If the buyer acquires the sole ownership of the new item, the contracting parties agree that the buyer grants co-ownership to the seller in the proportion of the value of the reserved goods to the new item. If the reserved goods are resold together with other goods, whether with or without combination, mixing or processing, the above-agreed advance assignment shall only apply to the total claims of the seller. In the event of the enforcement measures of third parties in the reserved goods or their claims, the buyer undertakes to provide the seller with the documents and information necessary for the pursuit of his rights free of charge. The buyer undertakes to return the reserved goods if the supplier‘s rights are jeopardised, but only to the amount of the outstanding claims of the seller.
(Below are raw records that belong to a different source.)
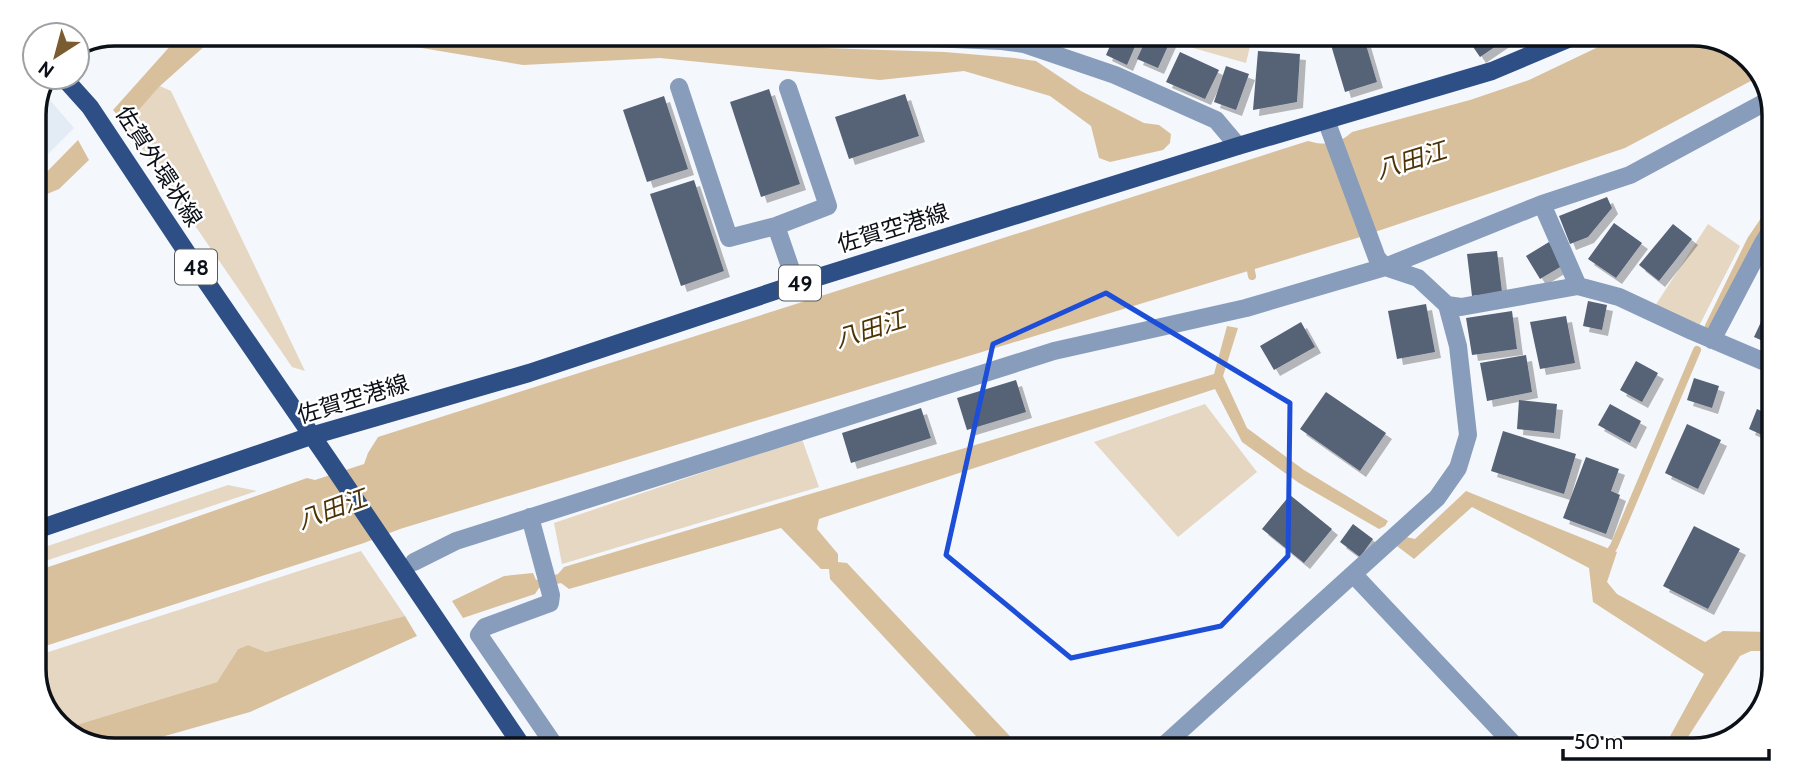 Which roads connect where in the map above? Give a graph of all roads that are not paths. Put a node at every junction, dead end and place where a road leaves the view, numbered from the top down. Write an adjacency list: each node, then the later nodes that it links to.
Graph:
1 (1027, 45): 8 (street)
2 (1553, 45): 7 (main road, 佐賀空港線 / 49)
3 (679, 87): 10 (street)
4 (788, 88): 10 (street)
5 (76, 91): 18 (main road, 佐賀外環状線 / 48)
6 (1761, 104): 9 (street)
7 (1327, 124): 8 (main road, 佐賀空港線 / 49); 12 (street)
8 (1238, 146): 13 (main road, 佐賀空港線 / 49)
9 (1542, 204): 12 (street); 14 (street)
10 (776, 226): 13 (street)
11 (1762, 245): 16 (street)
12 (1381, 263): 15 (street); 19 (street)
13 (796, 284): 18 (main road, 佐賀空港線 / 49)
14 (1578, 286): 15 (street); 16 (street)
15 (1447, 305): 22 (street)
16 (1712, 340): 17 (street)
17 (1762, 361)
18 (311, 436): 20 (main road, 佐賀空港線 / 49); 23 (main road, 佐賀外環状線 / 48)
19 (530, 517): 21 (street); 24 (street)
20 (46, 527)
21 (414, 562)
22 (1354, 575): 25 (street); 26 (street)
23 (517, 738)
24 (550, 738)
25 (1172, 738)
26 (1508, 738) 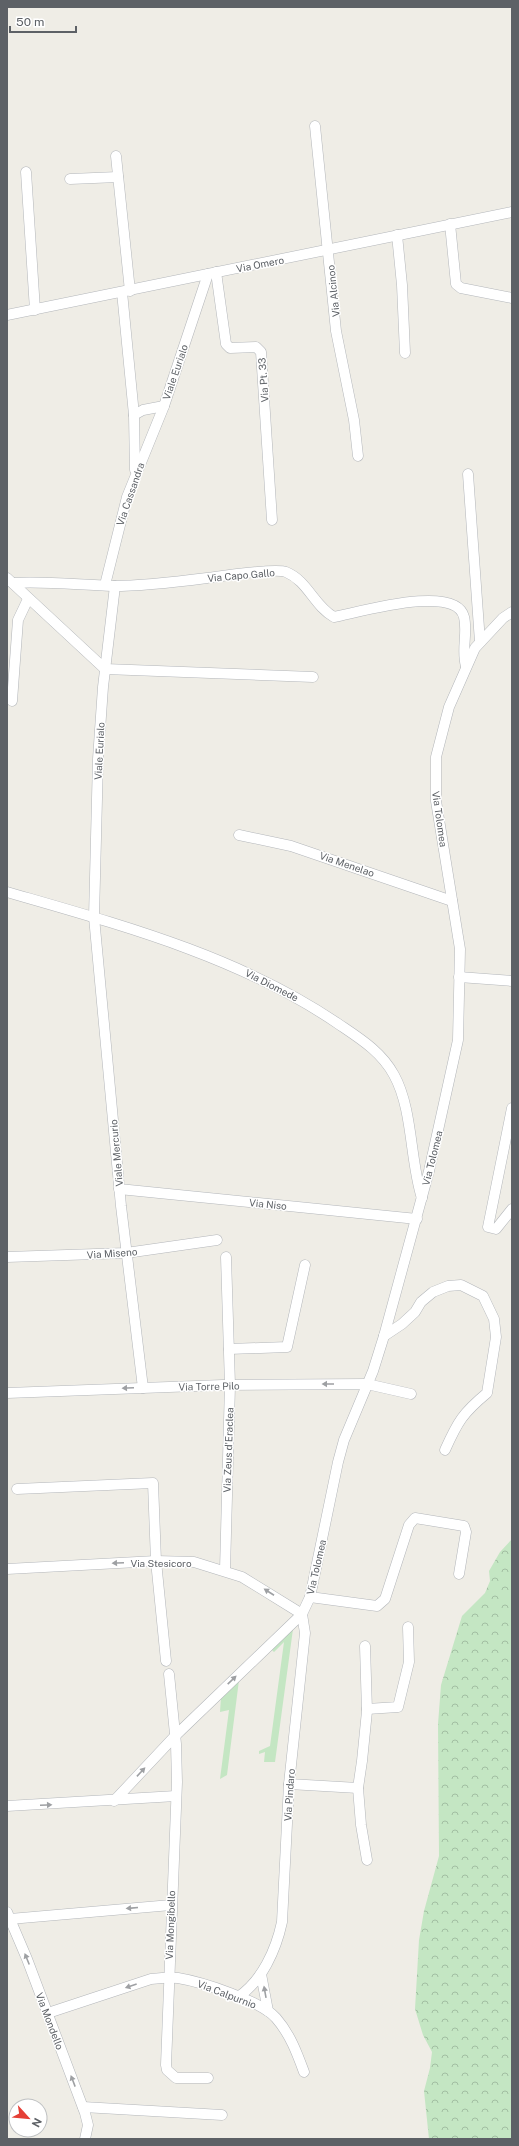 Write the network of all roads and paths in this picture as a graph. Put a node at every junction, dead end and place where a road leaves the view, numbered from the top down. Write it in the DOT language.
graph roads {
  1 [pos="315,126"];
  2 [pos="116,156"];
  3 [pos="26,172"];
  4 [pos="118,177"];
  5 [pos="70,179"];
  6 [pos="512,212"];
  7 [pos="450,224"];
  8 [pos="397,235"];
  9 [pos="328,249"];
  10 [pos="212,273"];
  11 [pos="126,291"];
  12 [pos="512,298"];
  13 [pos="35,310"];
  14 [pos="7,315"];
  15 [pos="405,353"];
  16 [pos="164,406"];
  17 [pos="134,415"];
  18 [pos="358,456"];
  19 [pos="468,474"];
  20 [pos="127,497"];
  21 [pos="272,520"];
  22 [pos="10,580"];
  23 [pos="110,585"];
  24 [pos="28,599"];
  25 [pos="512,612"];
  26 [pos="480,642"];
  27 [pos="466,666"];
  28 [pos="105,669"];
  29 [pos="313,677"];
  30 [pos="12,701"];
  31 [pos="239,835"];
  32 [pos="7,892"];
  33 [pos="452,901"];
  34 [pos="94,917"];
  35 [pos="459,977"];
  36 [pos="512,981"];
  37 [pos="512,1108"];
  38 [pos="119,1189"];
  39 [pos="422,1200"];
  40 [pos="512,1209"];
  41 [pos="416,1219"];
  42 [pos="217,1240"];
  43 [pos="126,1253"];
  44 [pos="7,1257"];
  45 [pos="226,1258"];
  46 [pos="305,1265"];
  47 [pos="384,1336"];
  48 [pos="229,1349"];
  49 [pos="367,1384"];
  50 [pos="230,1385"];
  51 [pos="143,1388"];
  52 [pos="7,1393"];
  53 [pos="411,1394"];
  54 [pos="445,1450"];
  55 [pos="17,1489"];
  56 [pos="156,1561"];
  57 [pos="7,1568"];
  58 [pos="225,1570"];
  59 [pos="459,1574"];
  60 [pos="310,1597"];
  61 [pos="302,1614"];
  62 [pos="408,1627"];
  63 [pos="366,1646"];
  64 [pos="166,1660"];
  65 [pos="169,1674"];
  66 [pos="367,1709"];
  67 [pos="175,1736"];
  68 [pos="288,1784"];
  69 [pos="358,1788"];
  70 [pos="176,1796"];
  71 [pos="114,1801"];
  72 [pos="7,1806"];
  73 [pos="367,1860"];
  74 [pos="171,1905"];
  75 [pos="8,1916"];
  76 [pos="262,1974"];
  77 [pos="168,1977"];
  78 [pos="238,1997"];
  79 [pos="268,2010"];
  80 [pos="48,2013"];
  81 [pos="304,2072"];
  82 [pos="208,2078"];
  83 [pos="83,2107"];
  84 [pos="222,2116"];
  85 [pos="86,2135"];
  1 -- 9 [label="street, Via Alcinoo"];
  2 -- 4 [label="street"];
  3 -- 13 [label="street"];
  4 -- 5 [label="street"];
  4 -- 11 [label="street"];
  6 -- 7 [label="street, Via Omero"];
  7 -- 8 [label="street, Via Omero"];
  7 -- 12 [label="street"];
  8 -- 9 [label="street, Via Omero"];
  8 -- 15 [label="street"];
  9 -- 10 [label="street, Via Omero"];
  9 -- 18 [label="street, Via Alcinoo"];
  10 -- 11 [label="street, Via Omero"];
  10 -- 16 [label="street, Viale Eurialo"];
  10 -- 21 [label="street, Via Pt. 33"];
  11 -- 13 [label="street, Via Omero"];
  11 -- 17 [label="street"];
  13 -- 14 [label="street, Via Omero"];
  16 -- 17 [label="street, Viale Eurialo"];
  16 -- 20 [label="street, Via Cassandra"];
  17 -- 20 [label="street"];
  19 -- 26 [label="street"];
  20 -- 23 [label="street, Via Cassandra"];
  22 -- 23 [label="street, Via Capo Gallo"];
  22 -- 24 [label="street"];
  23 -- 27 [label="street, Via Capo Gallo"];
  23 -- 28 [label="street, Viale Eurialo"];
  24 -- 28 [label="street"];
  24 -- 30 [label="street"];
  25 -- 26 [label="street, Via Tolomea"];
  26 -- 27 [label="street, Via Tolomea"];
  27 -- 33 [label="street, Via Tolomea"];
  28 -- 29 [label="street"];
  28 -- 34 [label="street, Viale Eurialo"];
  31 -- 33 [label="street, Via Menelao"];
  32 -- 34 [label="street, Via Diomede"];
  33 -- 35 [label="street, Via Tolomea"];
  34 -- 38 [label="street, Viale Mercurio"];
  34 -- 39 [label="street, Via Diomede"];
  35 -- 36 [label="street"];
  35 -- 39 [label="street, Via Tolomea"];
  37 -- 40 [label="street"];
  38 -- 41 [label="street, Via Niso"];
  38 -- 43 [label="street, Viale Mercurio"];
  39 -- 41 [label="street, Via Tolomea"];
  41 -- 47 [label="street, Via Tolomea"];
  42 -- 43 [label="street, Via Miseno"];
  43 -- 44 [label="street, Via Miseno"];
  43 -- 51 [label="street, Viale Mercurio"];
  45 -- 48 [label="street, Via Zeus d'Eraclea"];
  46 -- 48 [label="street"];
  47 -- 49 [label="street, Via Tolomea"];
  47 -- 54 [label="street"];
  48 -- 50 [label="street, Via Zeus d'Eraclea"];
  49 -- 50 [label="street, Via Torre Pilo, one-way"];
  49 -- 53 [label="street, Via Torre Pilo"];
  49 -- 60 [label="street, Via Tolomea"];
  50 -- 51 [label="street, Via Torre Pilo"];
  50 -- 58 [label="street, Via Zeus d'Eraclea"];
  51 -- 52 [label="street, Via Torre Pilo, one-way"];
  55 -- 56 [label="street"];
  56 -- 57 [label="street, Via Stesicoro, one-way"];
  56 -- 58 [label="street, Via Stesicoro"];
  56 -- 64 [label="street"];
  61 -- 58 [label="street, Via Stesicoro, one-way"];
  59 -- 60 [label="street"];
  60 -- 61 [label="street, Via Tolomea"];
  67 -- 61 [label="street, Via Tolomea, one-way"];
  61 -- 68 [label="street, Via Pindaro"];
  62 -- 66 [label="street"];
  63 -- 66 [label="street"];
  65 -- 67 [label="street, Via Mongibello"];
  66 -- 69 [label="street"];
  67 -- 70 [label="street, Via Mongibello"];
  71 -- 67 [label="street, Via Tolomea, one-way"];
  68 -- 69 [label="street"];
  68 -- 76 [label="street, Via Pindaro"];
  69 -- 73 [label="street"];
  70 -- 71 [label="street"];
  70 -- 74 [label="street, Via Mongibello"];
  72 -- 71 [label="street, one-way"];
  74 -- 75 [label="street, one-way"];
  74 -- 77 [label="street, Via Mongibello"];
  80 -- 75 [label="street, Via Mondello, one-way"];
  76 -- 78 [label="street, Via Pindaro"];
  79 -- 76 [label="street, one-way"];
  77 -- 78 [label="street, Via Calpurnio"];
  77 -- 80 [label="street, Via Calpurnio, one-way"];
  77 -- 82 [label="street, Via Mongibello"];
  78 -- 79 [label="street, Via Calpurnio"];
  79 -- 81 [label="street, Via Calpurnio"];
  83 -- 80 [label="street, Via Mondello, one-way"];
  83 -- 84 [label="street"];
  83 -- 85 [label="street, Via Mondello"];
}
§ 9 Place of Performance, Jurisdiction, Applicable Law
For these terms of business, for orders and deliveries between the seller and foreign customers, it is agreed that the law of the Federal Republic of Germany applies to all business relations, irrespective of the legal foundation on which they are based. The uniform purchasing right (EKG) and / or other intergovernmental law shall also be excluded in the case of customers belonging to a contracting state. The contractual language for our business relations is German. The place of performance for all claims arising from this contract is the place of business of the seller. The jurisdiction for all disputes arising out of the contractual relationship as well as regarding its occurrence and its effectiveness (also for bills of exchange and checks) shall be the registered office of the vendor, insofar as the contractual partner is a registered trader, legal person of public law or public special fund.
§10 Severability clause
If one of these conditions is void for any reason, this does not affect the validity of the remaining conditions. The void clause is to be replaced by a provision which comes as close as possible to the parties‘ intention.